COMENTÁRIO LITÚRGICO – 24º DOMINGO
COMUM – CRISTO SOFREDOR – 16.09.2018
Caros Leitores,
Na liturgia deste 24º domingo comum, o
evangelista Marcos destaca uma ríspida resposta de Cristo a Pedro,
que foi falar-lhe coisas inconvenientes: vade retro, satanas
(afasta-te, vai-te embora, satanás), uma das poucas demonstrações
de atitudes de Cristo em que se vislumbra o quanto o seu lado humano,
por vezes, conflitava com a fidelidade à missão que ele viera
realizar. Outra vez, foi no Jardim das Oliveiras, quando ele suou
sangue. Esses episódios representam de forma bem eloquente a
presença em Cristo das naturezas divina e humana e mostram que,
enquanto humano, ele sofria mesmo, não apenas fingia sofrimento,
como afirmaram os seguidores do docetismo, nos primeiros tempos do
cristianismo. Vale também uma explicação sobre o termo “satanás”,
palavra hebraica transliterada para o grego, que significa
literalmente “adversário”, “opositor”.
A primeira leitura, extraída do
profeta (deutero)Isaías (50, 5-9), apresenta os versos clássicos do
servo sofredor, fazendo eco com a narrativa do evangelista Marcos (8,
27-35), quando Jesus falava para os discípulos dos sofrimentos pelos
quais deveria passar, como parte integrante da sua tarefa messiânica,
antecipando os acontecimentos que estavam por vir. Essa parte do
livro de Isaías, chamada de deutero-Isaías, foi escrita durante o
cativeiro da Babilônia, depois da morte do profeta, daí as
referências ao sofrimento do povo, junto com as exortações de
penitência e de confiança em Javeh, que na hora certa virá
libertá-los.
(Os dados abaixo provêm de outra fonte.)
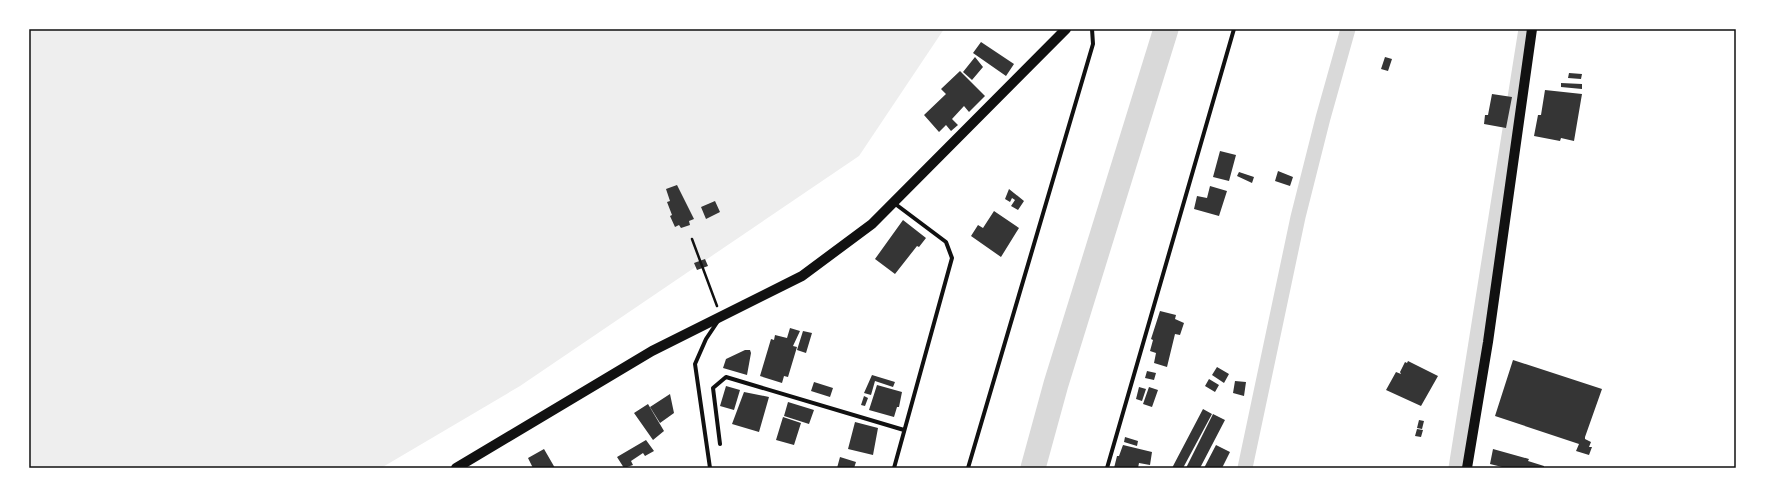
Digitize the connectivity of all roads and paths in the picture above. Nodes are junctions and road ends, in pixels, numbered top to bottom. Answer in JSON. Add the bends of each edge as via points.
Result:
{"nodes":[{"id":1,"x":1066,"y":29,"type":"edge"},
{"id":2,"x":1092,"y":29,"type":"edge"},
{"id":3,"x":1234,"y":29,"type":"edge"},
{"id":4,"x":1532,"y":29,"type":"edge"},
{"id":5,"x":893,"y":203,"type":"junction"},
{"id":6,"x":692,"y":239,"type":"dead end"},
{"id":7,"x":721,"y":317,"type":"junction"},
{"id":8,"x":904,"y":430,"type":"junction"},
{"id":9,"x":720,"y":444,"type":"dead end"},
{"id":10,"x":456,"y":468,"type":"edge"},
{"id":11,"x":710,"y":468,"type":"edge"},
{"id":12,"x":894,"y":468,"type":"edge"},
{"id":13,"x":968,"y":468,"type":"edge"},
{"id":14,"x":1107,"y":468,"type":"edge"},
{"id":15,"x":1468,"y":468,"type":"edge"}],
"edges":[{"from":1,"to":5,"type":"main road"},
{"from":2,"to":13,"type":"street","via":[[1092,44]]},
{"from":3,"to":14,"type":"street"},
{"from":4,"to":15,"type":"main road"},
{"from":5,"to":7,"type":"main road","via":[[872,224],[802,276]]},
{"from":5,"to":8,"type":"street","via":[[946,242],[952,258]]},
{"from":6,"to":7,"type":"path"},
{"from":7,"to":10,"type":"main road","via":[[652,352]]},
{"from":7,"to":11,"type":"street","via":[[706,339],[695,364]]},
{"from":8,"to":9,"type":"street","via":[[726,377],[713,388]]},
{"from":8,"to":12,"type":"street"}]}
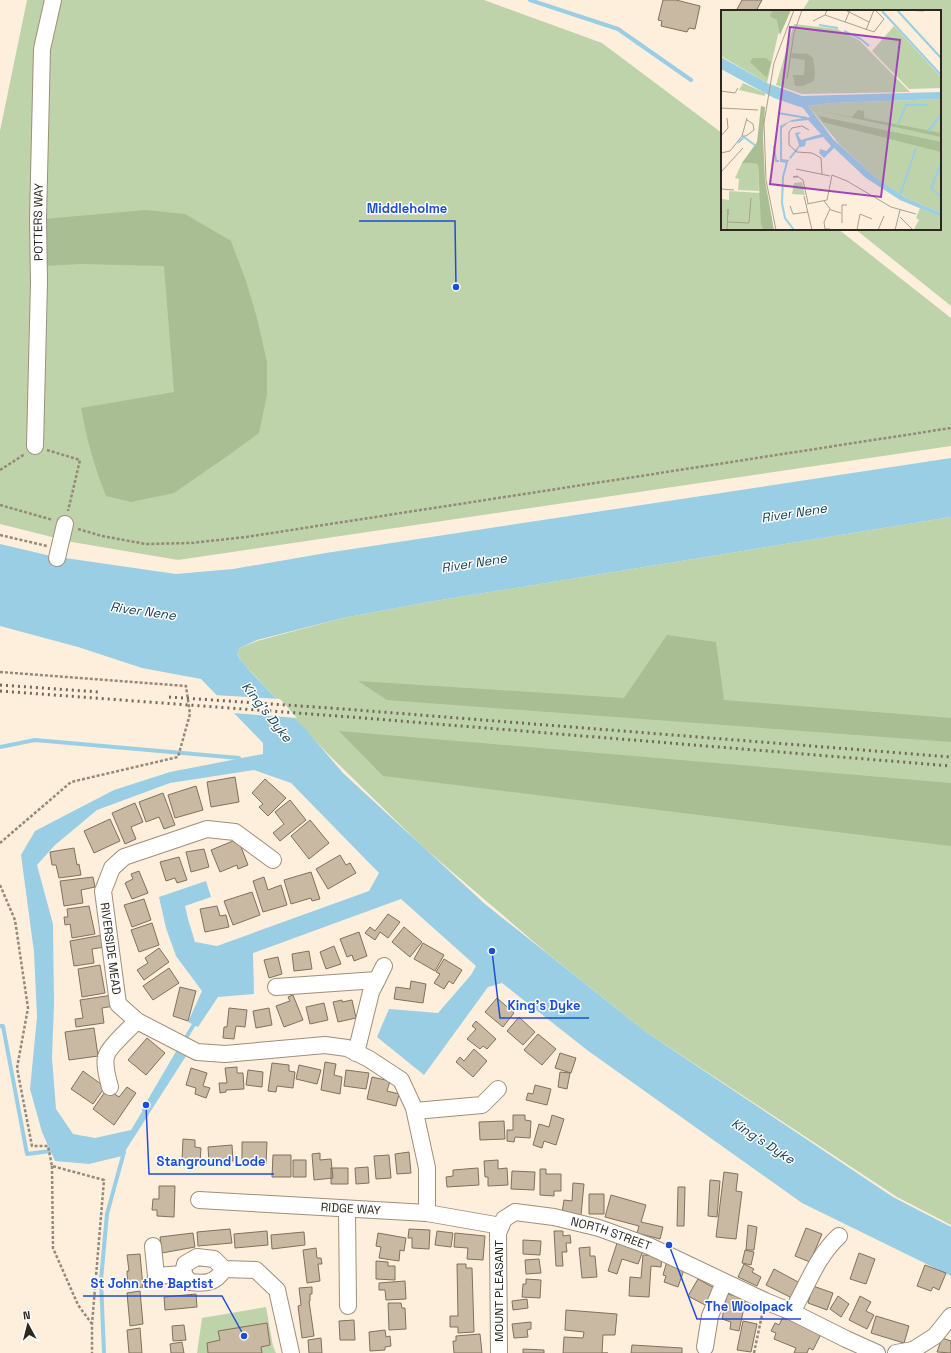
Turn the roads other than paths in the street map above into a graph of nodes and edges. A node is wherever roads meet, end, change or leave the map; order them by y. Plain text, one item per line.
1 (53, 0) edge
2 (35, 446) road end
3 (65, 524) road end
4 (56, 558) dead end
5 (273, 860) dead end
6 (276, 987) dead end
7 (136, 1021) junction
8 (356, 1053) junction
9 (110, 1087) dead end
10 (498, 1089) dead end
11 (415, 1111) junction
12 (199, 1200) dead end
13 (347, 1209) junction
14 (515, 1212) joint
15 (427, 1213) junction
16 (501, 1226) junction
17 (839, 1236) dead end
18 (152, 1246) dead end
19 (224, 1269) junction
20 (183, 1274) junction
21 (724, 1282) junction
22 (348, 1306) dead end
23 (792, 1312) junction
24 (951, 1316) edge
25 (705, 1347) dead end
26 (291, 1353) edge
27 (499, 1353) edge
28 (877, 1353) edge
29 (896, 1353) edge

1 - 2 street, POTTERS WAY
3 - 4 street
5 - 7 street, RIVERSIDE MEAD
6 - 8 street
7 - 8 street, RIVERSIDE MEAD
7 - 9 street
8 - 11 street, RIVERSIDE MEAD
10 - 11 street
11 - 15 street, RIVERSIDE MEAD
12 - 13 street, RIDGE WAY
13 - 15 street, RIDGE WAY
13 - 22 street
14 - 16 street, MOUNT PLEASANT
14 - 21 street, NORTH STREET
15 - 16 street, RIDGE WAY
16 - 27 street, MOUNT PLEASANT
17 - 23 street
18 - 20 street
19 - 20 street
19 - 20 street
19 - 26 street
21 - 23 street, NORTH STREET
21 - 25 street
23 - 28 street, NORTH STREET
24 - 29 street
O servo
sofredor do exílio babilônico é a prefiguração
do futuro Messias, que irá personificar de forma plena esta figura,
através da sua paixão e morte, para nossa redenção. A profecia de
Isaías impressiona pela riqueza de detalhes com que seu autor
descreve o futuro sofrimento do Messias, através de citações
verdadeiramente inspiradas, que se confirmaram com elevada precisão.
Acerca
desse tema do sofrimento de Cristo, é valioso recordar uma temática
que foi objeto de múltiplas polêmicas, nos primeiros séculos do
cristianismo, acerca da natureza humana e também divina de Cristo.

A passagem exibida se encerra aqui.